▸ TO DO: Find and return every line of the data that contains the word "junctions".

▸ INPUT RECORDS:
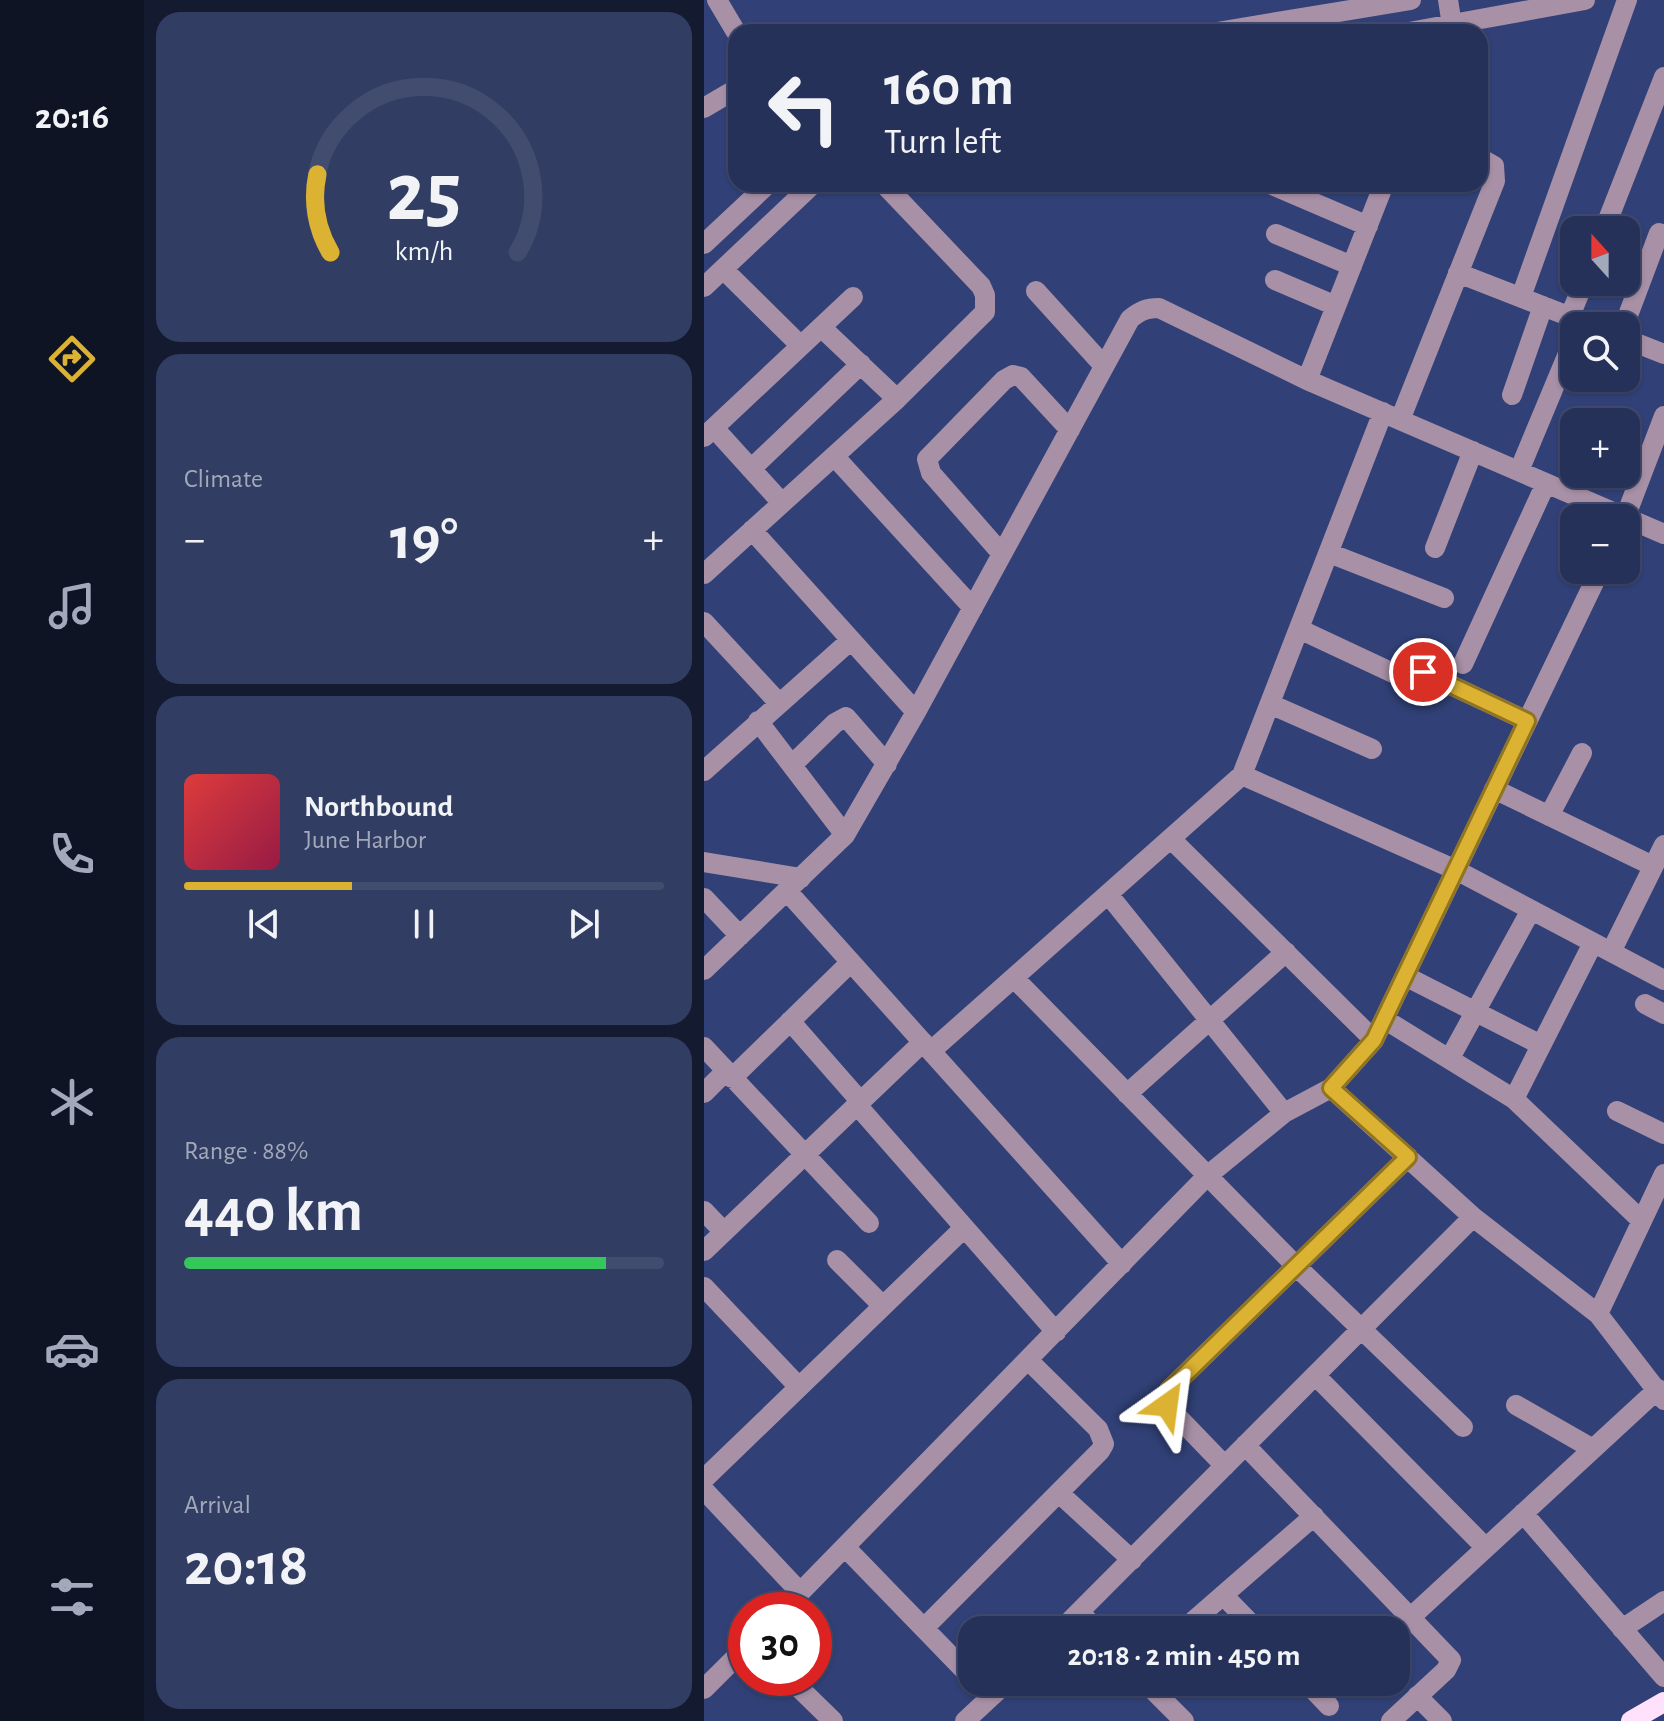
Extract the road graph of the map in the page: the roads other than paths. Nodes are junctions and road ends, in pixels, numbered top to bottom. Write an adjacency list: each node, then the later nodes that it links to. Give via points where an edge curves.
* * *
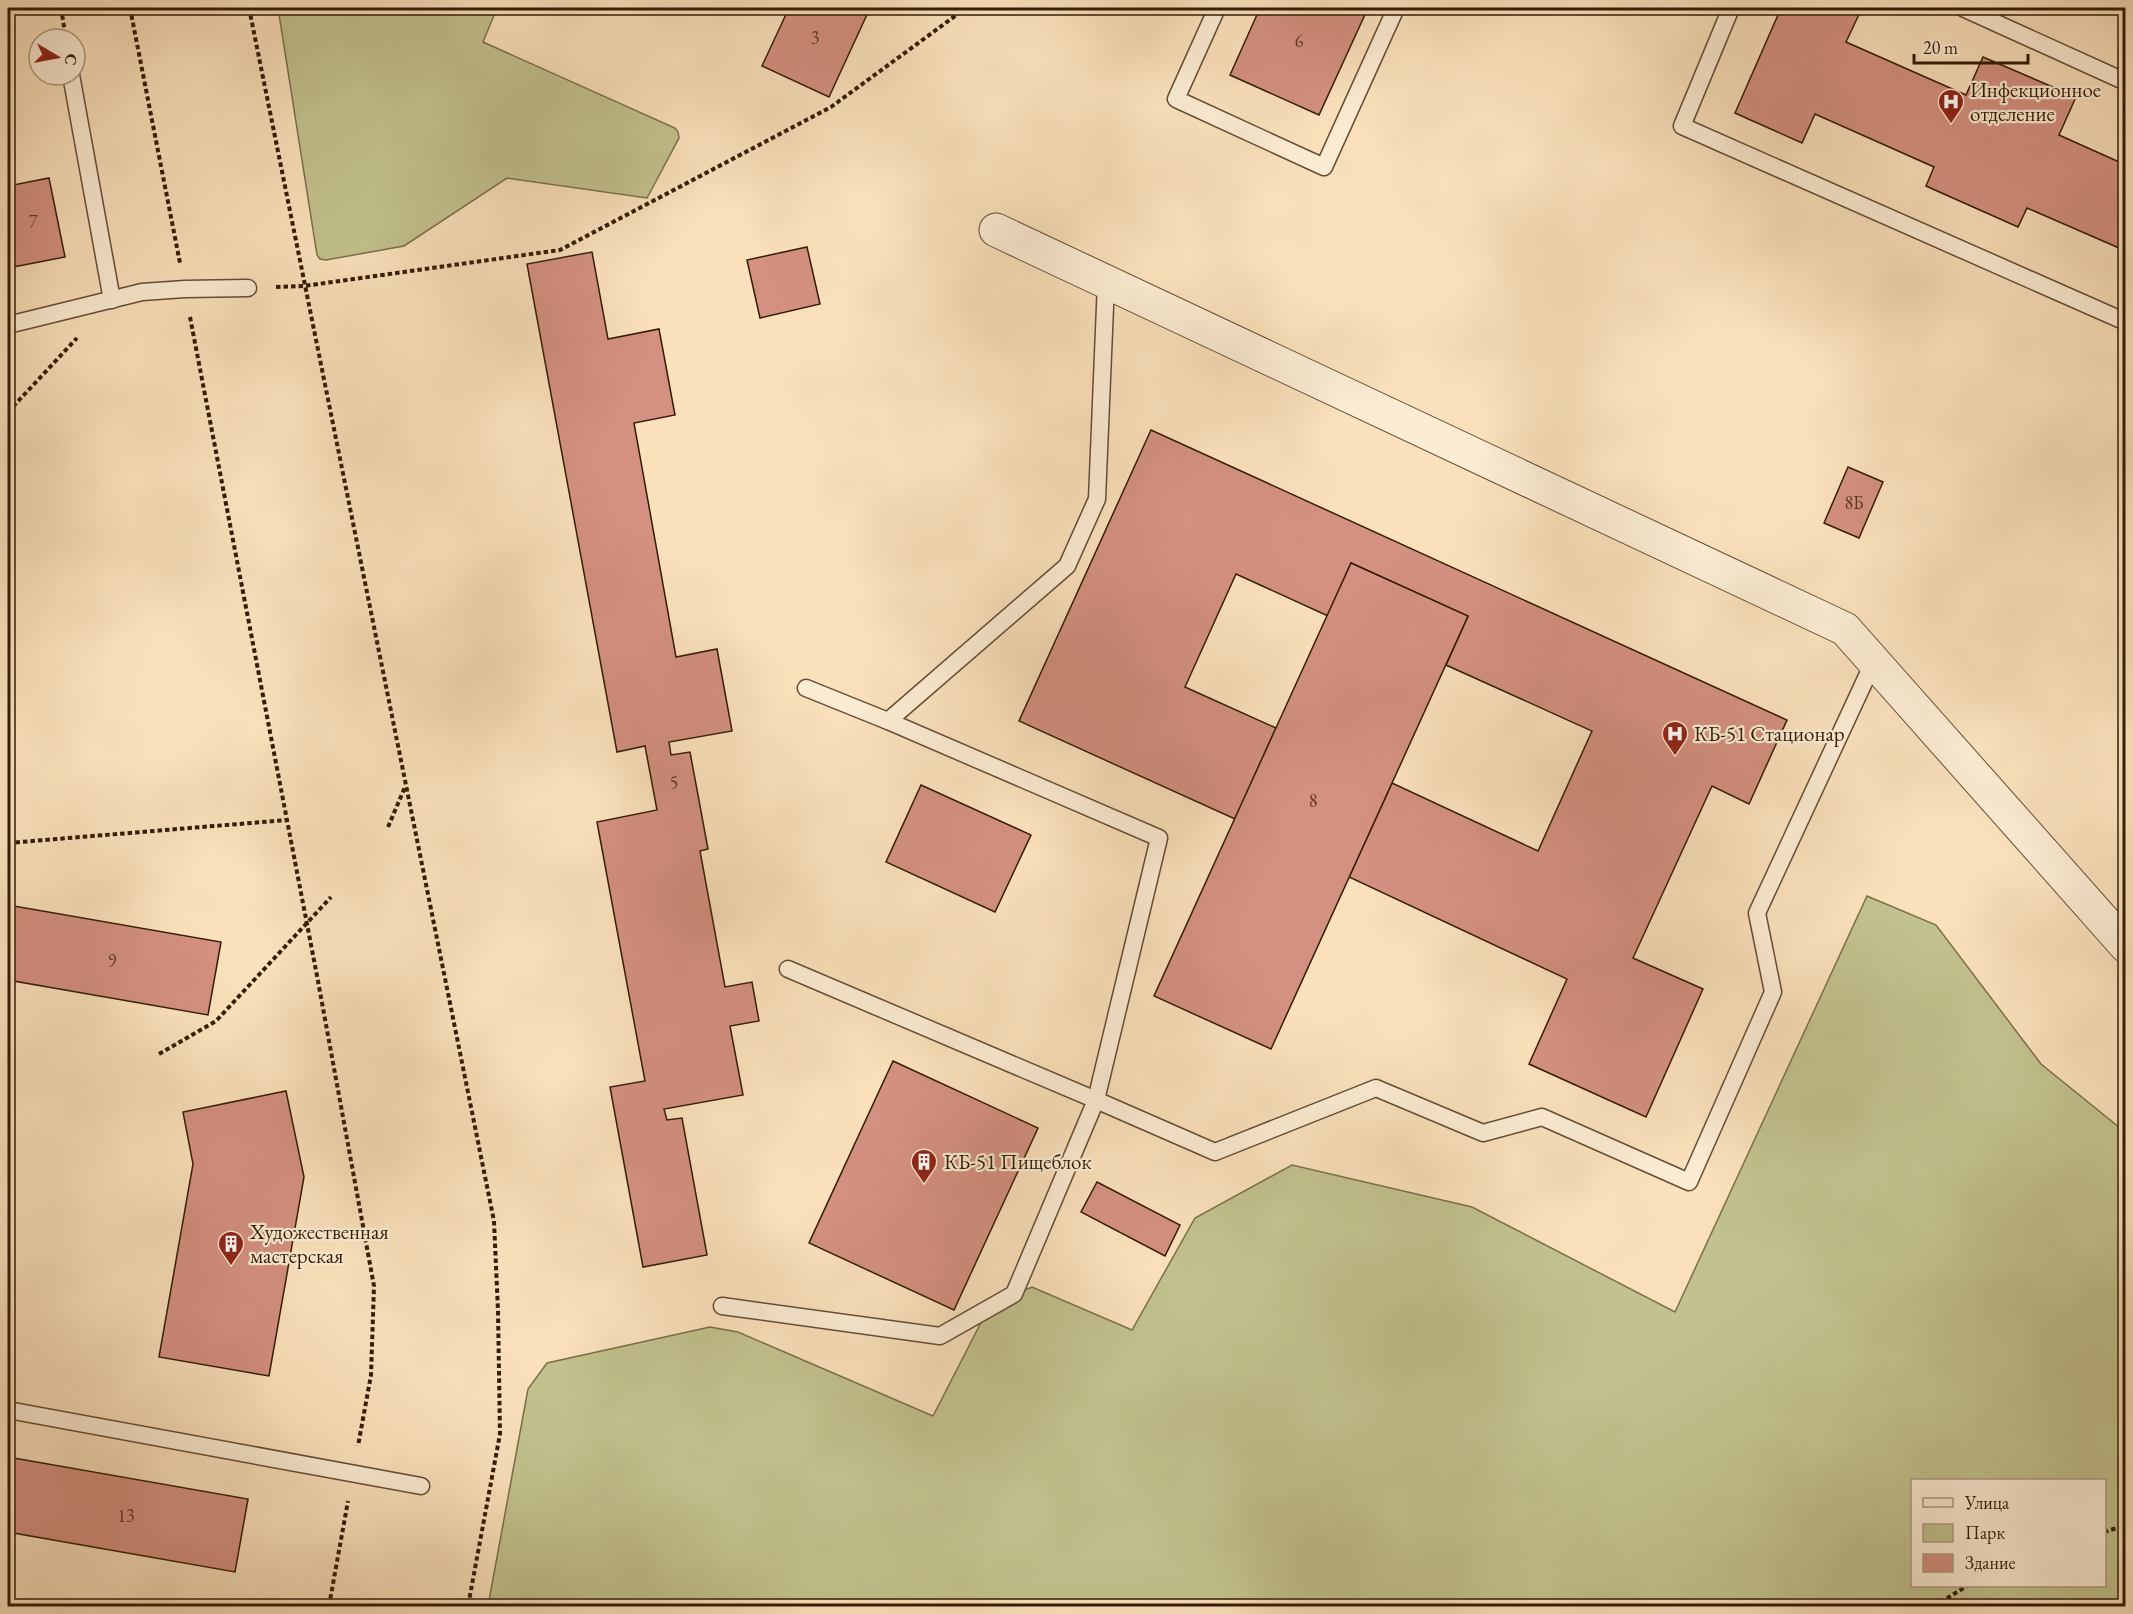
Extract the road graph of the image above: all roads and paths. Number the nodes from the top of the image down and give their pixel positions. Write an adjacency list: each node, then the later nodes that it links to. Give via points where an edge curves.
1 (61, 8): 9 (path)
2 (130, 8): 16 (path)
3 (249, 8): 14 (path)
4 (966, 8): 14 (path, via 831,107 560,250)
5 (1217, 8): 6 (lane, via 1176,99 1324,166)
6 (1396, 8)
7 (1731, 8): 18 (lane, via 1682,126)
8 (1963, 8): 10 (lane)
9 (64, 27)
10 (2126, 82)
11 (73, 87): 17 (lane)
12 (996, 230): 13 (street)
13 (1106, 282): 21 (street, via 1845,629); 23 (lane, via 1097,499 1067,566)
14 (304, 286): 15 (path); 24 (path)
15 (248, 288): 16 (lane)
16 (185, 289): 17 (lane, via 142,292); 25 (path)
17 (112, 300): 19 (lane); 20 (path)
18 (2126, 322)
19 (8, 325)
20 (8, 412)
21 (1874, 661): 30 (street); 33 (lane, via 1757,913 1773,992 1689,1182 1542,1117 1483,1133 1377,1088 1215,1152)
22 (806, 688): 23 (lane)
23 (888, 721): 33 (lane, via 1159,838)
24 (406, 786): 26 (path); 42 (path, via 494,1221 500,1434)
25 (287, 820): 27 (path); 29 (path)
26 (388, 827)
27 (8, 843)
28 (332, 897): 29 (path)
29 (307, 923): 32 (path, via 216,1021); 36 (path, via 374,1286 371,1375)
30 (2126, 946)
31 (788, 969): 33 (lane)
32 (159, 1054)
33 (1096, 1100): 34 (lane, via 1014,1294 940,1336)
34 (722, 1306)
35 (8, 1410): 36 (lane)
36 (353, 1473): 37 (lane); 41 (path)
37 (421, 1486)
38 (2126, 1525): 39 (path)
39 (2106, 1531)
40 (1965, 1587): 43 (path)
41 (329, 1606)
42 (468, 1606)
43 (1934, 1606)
==
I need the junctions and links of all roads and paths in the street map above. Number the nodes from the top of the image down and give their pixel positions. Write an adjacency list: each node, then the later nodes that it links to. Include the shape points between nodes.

▸ EXERCISE SOLUTION:
Extract the road graph of the map in the page: the roads other than paths. Nodes are junctions and road ends, in pixels, numbered top to bottom. Write an adjacency list: each node, then the later nodes that it links to. Give via points where an edge curves.
I need the junctions and links of all roads and paths in the street map above. Number the nodes from the top of the image down and give their pixel positions. Write an adjacency list: each node, then the later nodes that it links to. Include the shape points between nodes.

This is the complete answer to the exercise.